The A4 has plainly been designed and engineered for high-mileage business users with a healthy disdain for compromise – those who want a car that’s as quick to get to outside lane speeds as anything else for the money but is also quiet, smooth, easy to operate and economical with it.
At least in some ways, they’ll find what they’re looking for here. All A4s get intelligent switchable engine mounts and an acoustic noise-filtering windscreen as standard, and our test example added acoustic glazing for its side and rear windows, too.
It was pleasantly mechanically refined, suppressing engine noise very well and ending up a noticeable 2dB quieter than an equivalent C-Class at both idle and at maximum revs in third gear.
However, cruising at 30mph and 50mph, the Mercedes registered less noise, a difference attributable to the gently rumbling distant coarseness of the Audi’s low-profile Hankook tyres, S line 19in alloy wheels and passive sports suspension.
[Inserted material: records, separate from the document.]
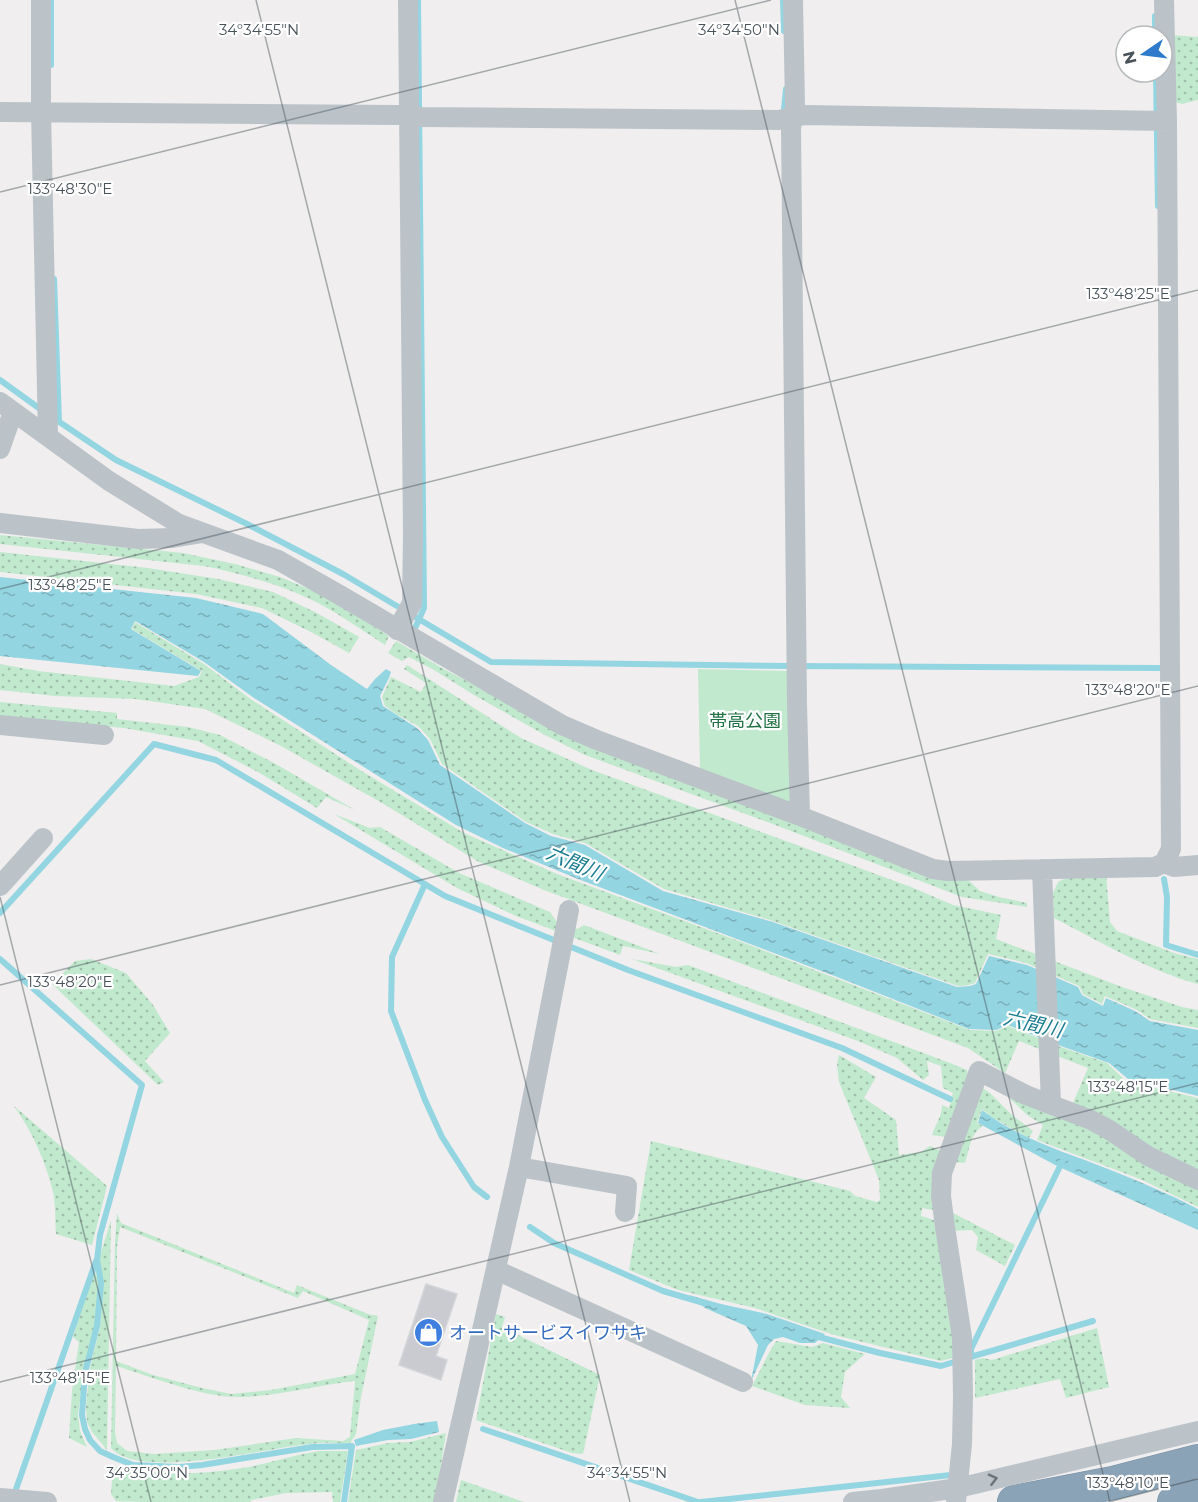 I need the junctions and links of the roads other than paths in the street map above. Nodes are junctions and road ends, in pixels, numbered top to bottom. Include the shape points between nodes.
1 (41, 0) edge
2 (408, 0) edge
3 (793, 0) edge
4 (1164, 0) edge
5 (0, 112) edge
6 (47, 112) junction
7 (416, 117) junction
8 (793, 117) junction
9 (1159, 121) junction
10 (7, 407) edge
11 (48, 421) junction
12 (0, 448) edge
13 (0, 523) edge
14 (203, 533) junction
15 (403, 618) junction
16 (0, 725) edge
17 (104, 735) dead end
18 (800, 816) junction
19 (43, 838) dead end
20 (1164, 863) junction
21 (1198, 865) edge
22 (1042, 868) junction
23 (0, 886) edge
24 (569, 910) dead end
25 (1051, 1096) junction
26 (519, 1167) junction
27 (1198, 1180) edge
28 (625, 1212) dead end
29 (496, 1270) junction
30 (743, 1382) dead end
31 (1198, 1431) edge
32 (1198, 1461) edge
33 (957, 1495) edge
34 (1198, 1496) edge
35 (0, 1498) edge
36 (47, 1502) edge
37 (442, 1502) edge
38 (853, 1502) edge
39 (1014, 1502) edge
40 (1174, 1502) edge

1 - 6 street
2 - 7 street
3 - 8 street
4 - 9 street
5 - 6 street
6 - 7 street
6 - 11 street
7 - 8 street
7 - 15 street via 413,511
8 - 9 street
8 - 18 street
9 - 20 street via 1171,849
10 - 11 street
10 - 12 street
11 - 14 street via 119,488 179,524
13 - 14 street via 138,539
14 - 15 street via 278,560 338,594
15 - 18 street via 479,675 562,725
16 - 17 street
18 - 22 street via 933,869
19 - 23 street
20 - 21 street via 1174,867
20 - 22 street via 1155,867
22 - 25 street
24 - 26 street
25 - 27 street via 1149,1156
25 - 33 street via 1026,1095 979,1071 942,1173 941,1196 962,1337 962,1444
26 - 28 street via 627,1186
26 - 29 street
29 - 30 street
29 - 37 street
33 -> 31 street
32 - 39 highway via 1113,1484
33 - 38 street
34 - 40 highway
35 - 36 street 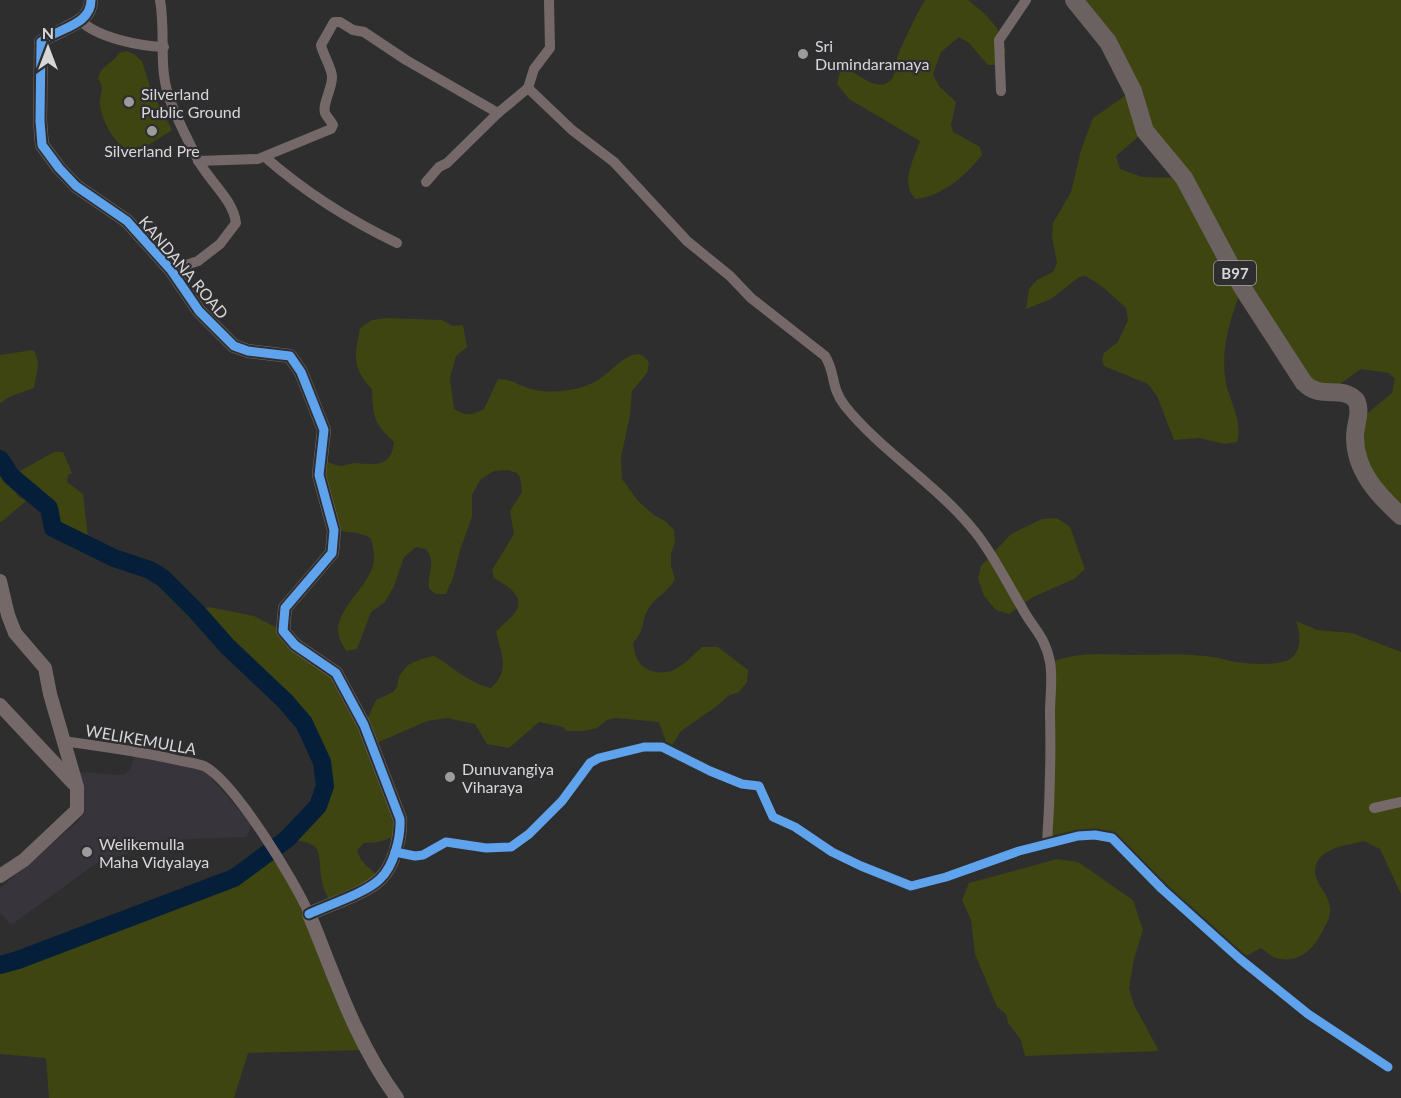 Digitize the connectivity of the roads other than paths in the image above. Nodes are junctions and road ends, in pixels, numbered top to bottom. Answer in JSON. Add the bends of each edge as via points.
{"nodes":[{"id":1,"x":91,"y":0,"type":"edge"},
{"id":2,"x":160,"y":0,"type":"edge"},
{"id":3,"x":549,"y":0,"type":"edge"},
{"id":4,"x":1026,"y":0,"type":"edge"},
{"id":5,"x":1074,"y":0,"type":"edge"},
{"id":6,"x":80,"y":20,"type":"junction"},
{"id":7,"x":164,"y":47,"type":"junction"},
{"id":8,"x":528,"y":88,"type":"junction"},
{"id":9,"x":1001,"y":91,"type":"dead end"},
{"id":10,"x":498,"y":113,"type":"junction"},
{"id":11,"x":265,"y":157,"type":"junction"},
{"id":12,"x":198,"y":161,"type":"junction"},
{"id":13,"x":426,"y":182,"type":"dead end"},
{"id":14,"x":397,"y":243,"type":"dead end"},
{"id":15,"x":171,"y":270,"type":"junction"},
{"id":16,"x":1401,"y":516,"type":"edge"},
{"id":17,"x":0,"y":581,"type":"edge"},
{"id":18,"x":0,"y":705,"type":"edge"},
{"id":19,"x":64,"y":741,"type":"junction"},
{"id":20,"x":77,"y":787,"type":"junction"},
{"id":21,"x":1401,"y":802,"type":"edge"},
{"id":22,"x":1374,"y":808,"type":"dead end"},
{"id":23,"x":1047,"y":844,"type":"junction"},
{"id":24,"x":395,"y":852,"type":"junction"},
{"id":25,"x":0,"y":876,"type":"edge"},
{"id":26,"x":309,"y":914,"type":"junction"},
{"id":27,"x":1388,"y":1067,"type":"dead end"},
{"id":28,"x":396,"y":1098,"type":"edge"}],
"edges":[{"from":1,"to":6,"type":"street","via":[[90,10]]},
{"from":2,"to":7,"type":"street"},
{"from":3,"to":8,"type":"street","via":[[550,48],[534,69]]},
{"from":4,"to":9,"type":"street","via":[[999,40]]},
{"from":5,"to":16,"type":"main road","number":"B97","via":[[1108,42],[1133,92],[1145,131],[1184,178],[1242,287],[1304,383],[1311,390],[1346,393],[1356,400],[1356,451],[1362,471],[1379,496]]},
{"from":6,"to":7,"type":"street","via":[[107,36]]},
{"from":6,"to":15,"type":"street","name":"KANDANA ROAD","via":[[41,42],[42,145],[75,186],[127,221]]},
{"from":7,"to":12,"type":"street","via":[[161,72]]},
{"from":8,"to":10,"type":"street"},
{"from":8,"to":23,"type":"street","via":[[614,162],[687,241],[825,356],[835,391],[845,406],[975,531],[1002,570],[1022,609],[1042,636],[1050,663],[1051,787]]},
{"from":10,"to":11,"type":"street","via":[[364,32],[334,22],[321,45],[332,74],[325,105],[331,129]]},
{"from":10,"to":13,"type":"street"},
{"from":11,"to":12,"type":"street"},
{"from":11,"to":14,"type":"street","via":[[348,218]]},
{"from":12,"to":15,"type":"street","via":[[230,206],[236,223],[220,244],[198,261]]},
{"from":15,"to":24,"type":"street","name":"KANDANA ROAD","via":[[199,311],[234,346],[292,358],[320,417],[324,430],[319,476],[334,531],[332,554],[285,608],[283,630],[295,645],[336,673],[359,715],[400,819]]},
{"from":17,"to":19,"type":"street","via":[[15,633],[45,668]]},
{"from":18,"to":20,"type":"street"},
{"from":19,"to":20,"type":"street"},
{"from":19,"to":26,"type":"street","name":"WELIKEMULLA","via":[[204,766],[234,794],[257,825]]},
{"from":20,"to":25,"type":"street","via":[[77,810],[24,860]]},
{"from":21,"to":22,"type":"street"},
{"from":23,"to":24,"type":"street","via":[[911,886],[832,852],[795,826],[772,817],[759,786],[742,784],[653,746],[590,763],[562,801],[511,847],[446,842],[423,855]]},
{"from":23,"to":27,"type":"street","via":[[1078,836],[1112,838],[1240,959],[1308,1014]]},
{"from":24,"to":26,"type":"street","name":"KANDANA ROAD","via":[[380,880]]},
{"from":26,"to":28,"type":"street","via":[[344,1005]]}]}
On smaller rims and differently tuned chassis settings, the A4 may well deliver the cruising manners many owners will expect, but it evidently won’t do so unconditionally.
In fact, the manners and quirks of the A4’s dual-clutch gearbox define a great deal of its motive character. In regular drive mode, it seems to reach for ever-higher ratios earlier than a torque converter would, boosting fuel economy, you’d expect, but ultimately giving itself more to do in kickdown.
If you’re used to the elastic feel of the initial torque multiplication you get with a conventional auto, the S tronic may feel slightly ponderous on step-off and, again, overly keen to shuffle ratios. But in Sport mode, it shifts more decisively and intuitively for overtaking. It also coasts very effectively to conserve momentum and boost your fuel economy return.